BEIJING — In a move aimed at countering international criticism of skyrocketing Chinese demand for ivory that is decimating African elephant populations, China announced on Thursday a one-year moratorium on the import of ivory carvings.

The State Forestry Administration, which oversees China’s wildlife trade, published a notice of the temporary ban on its website, stating that the agency had stopped issuing import permits for carvings obtained since 1975, when a United Nations convention on international trade in endangered species went into effect.

According to a report in the state-run Legal Evening News, an unnamed forestry official explained that the moratorium was implemented to let the authorities evaluate a ban’s effectiveness in protecting African elephants.

But international conservation organizations said the moratorium would do little to slow the surge in poaching that has killed 100,000 African elephants in three years, according to a study published last year in the journal Proceedings of the National Academy of Sciences.

Because the temporary ban prohibits only the import of ivory carvings, it does not affect China’s legal domestic ivory trade, which has prompted an increase in the price of ivory and provides legal camouflage for a booming trade in illicit ivory smuggled into China’s licensed carving factories and stores.

“It’s just window dressing,” said Shruti Suresh, a campaigner with the independent Environmental Investigation Agency, based in London. Ms. Suresh dismissed the effectiveness of a temporary ban, saying that it will continue to perpetuate the desire for ivory among wealthy Chinese while stimulating demand for illegal ivory laundering.

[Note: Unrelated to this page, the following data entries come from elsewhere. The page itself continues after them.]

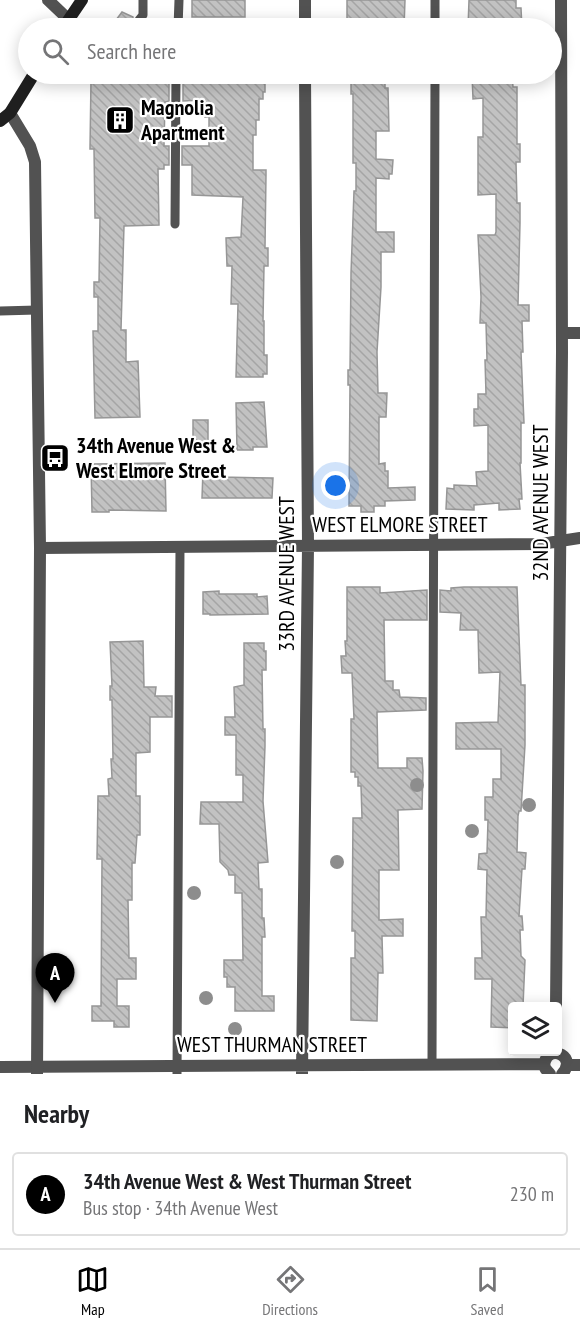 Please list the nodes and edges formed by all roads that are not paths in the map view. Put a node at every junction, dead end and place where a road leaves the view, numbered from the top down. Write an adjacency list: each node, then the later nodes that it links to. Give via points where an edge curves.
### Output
1 (48, 0): 8 (street)
2 (82, 0): 9 (main road)
3 (143, 0): 10 (lane)
4 (179, 0): 11 (lane)
5 (304, 0): 12 (street)
6 (435, 0): 13 (lane)
7 (561, 0): 14 (street, 32ND AVENUE WEST)
8 (60, 18)
9 (71, 18)
10 (141, 18)
11 (178, 18)
12 (305, 18)
13 (435, 18)
14 (561, 18)
15 (27, 84): 20 (main road)
16 (176, 84): 21 (lane)
17 (305, 84): 29 (street, 33RD AVENUE WEST)
18 (435, 84): 28 (lane)
19 (561, 84): 24 (street, 32ND AVENUE WEST)
20 (5, 117): 22 (street, via 30,146 35,162)
21 (175, 224)
22 (37, 310): 23 (lane); 31 (street)
23 (0, 311)
24 (562, 333): 25 (street); 27 (street, 32ND AVENUE WEST)
25 (580, 333)
26 (580, 538): 27 (street, WEST ELMORE STREET)
27 (561, 541): 28 (street, WEST ELMORE STREET); 32 (street, 32ND AVENUE WEST)
28 (432, 545): 29 (street, WEST ELMORE STREET); 33 (lane)
29 (308, 546): 30 (street, WEST ELMORE STREET); 38 (street, 33RD AVENUE WEST)
30 (180, 547): 31 (street, WEST ELMORE STREET); 37 (lane)
31 (40, 548): 36 (street)
32 (556, 1002)
33 (432, 1064): 35 (street, WEST THURMAN STREET); 38 (street, WEST THURMAN STREET)
34 (0, 1067): 36 (street, WEST THURMAN STREET)
35 (547, 1069)
36 (37, 1070): 37 (street, WEST THURMAN STREET)
37 (177, 1070): 38 (street, WEST THURMAN STREET)
38 (302, 1070) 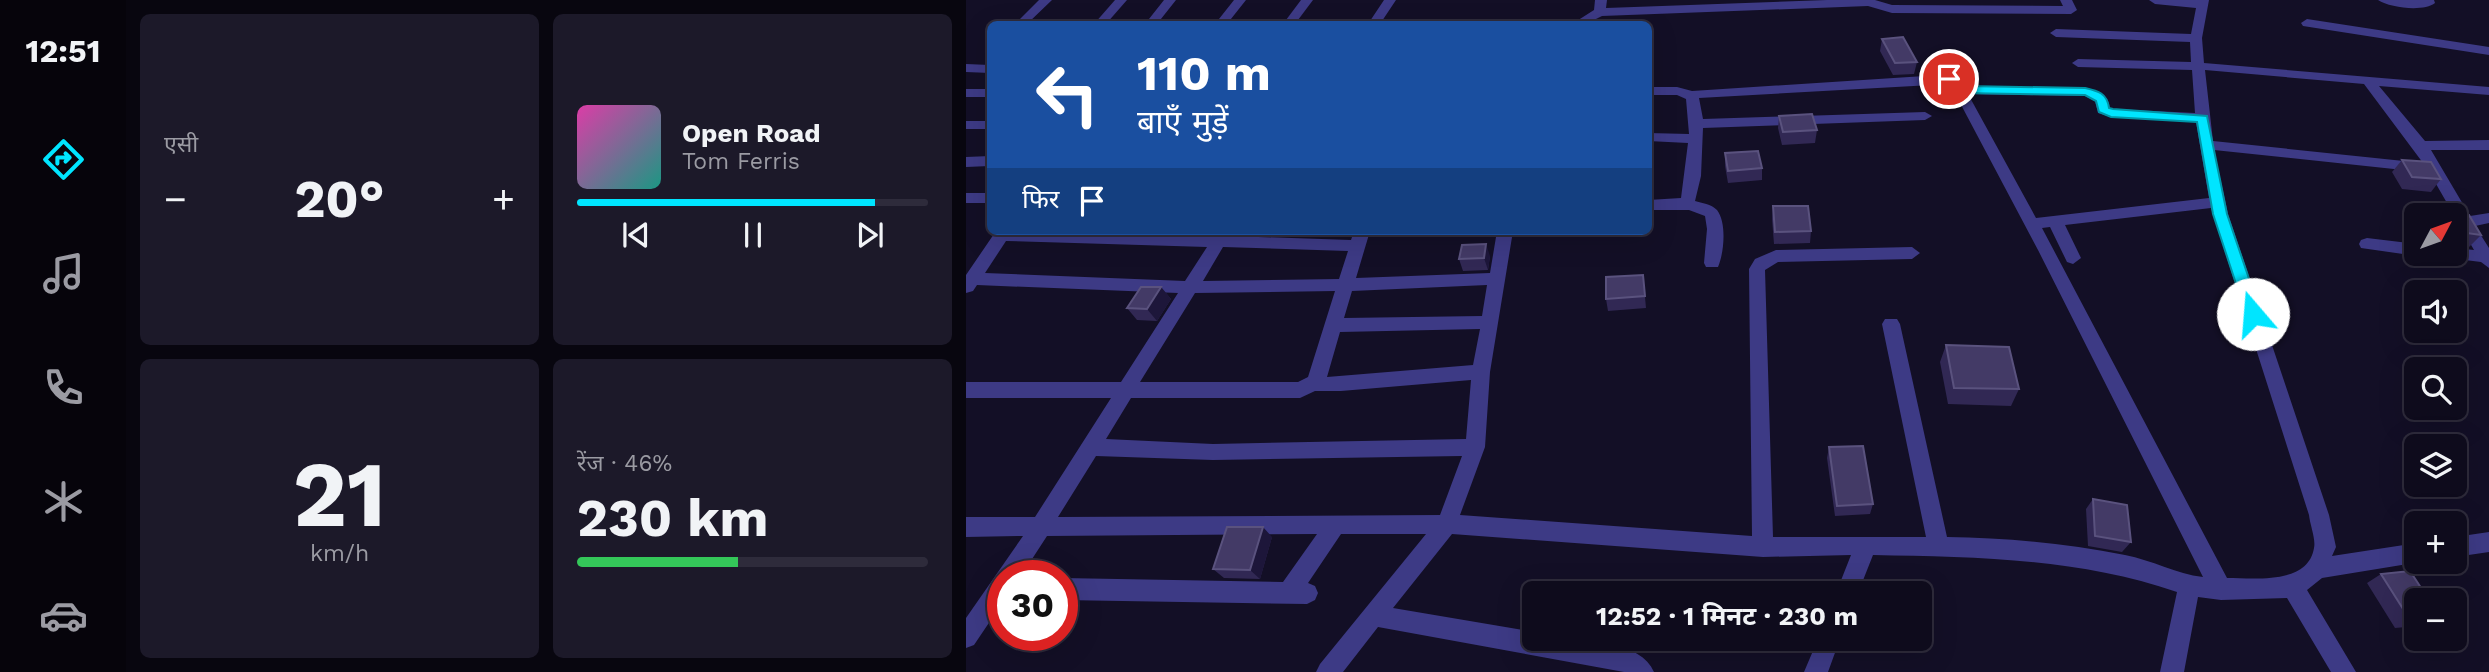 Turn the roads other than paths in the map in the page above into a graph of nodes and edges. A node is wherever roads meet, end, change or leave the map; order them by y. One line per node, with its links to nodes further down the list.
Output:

International wildlife groups have long accused Beijing of deliberately ignoring China’s prime role in the illegal ivory trade, which has soared since officials with the Convention on International Trade in Endangered Species, or Cites, permitted China to buy 68 tons of African ivory in 2008.

Chinese officials had lobbied hard to win permission for a legal domestic trade in ivory, claiming that it would save elephant herds by flooding the market with approved inventory, thus undercutting poachers. Instead, the slaughter has expanded as the price of ivory in China tripled in just four years from 2010, according to the organization Save the Elephants.

“Every metric on the ivory trade has exploded upwards in recent years,” the organization said in a report last year that noted that the weight of seized ivory and the number of elephants killed for their tusks had also increased.

In 1991, China adopted the terms of a 1989 international ban on the commercial ivory trade. Before Thursday’s moratorium announcement, Chinese were permitted to import ivory acquired through legal trophy hunting, and limited personal amounts of carved ivory obtained after 1975 from Zimbabwe and Namibia.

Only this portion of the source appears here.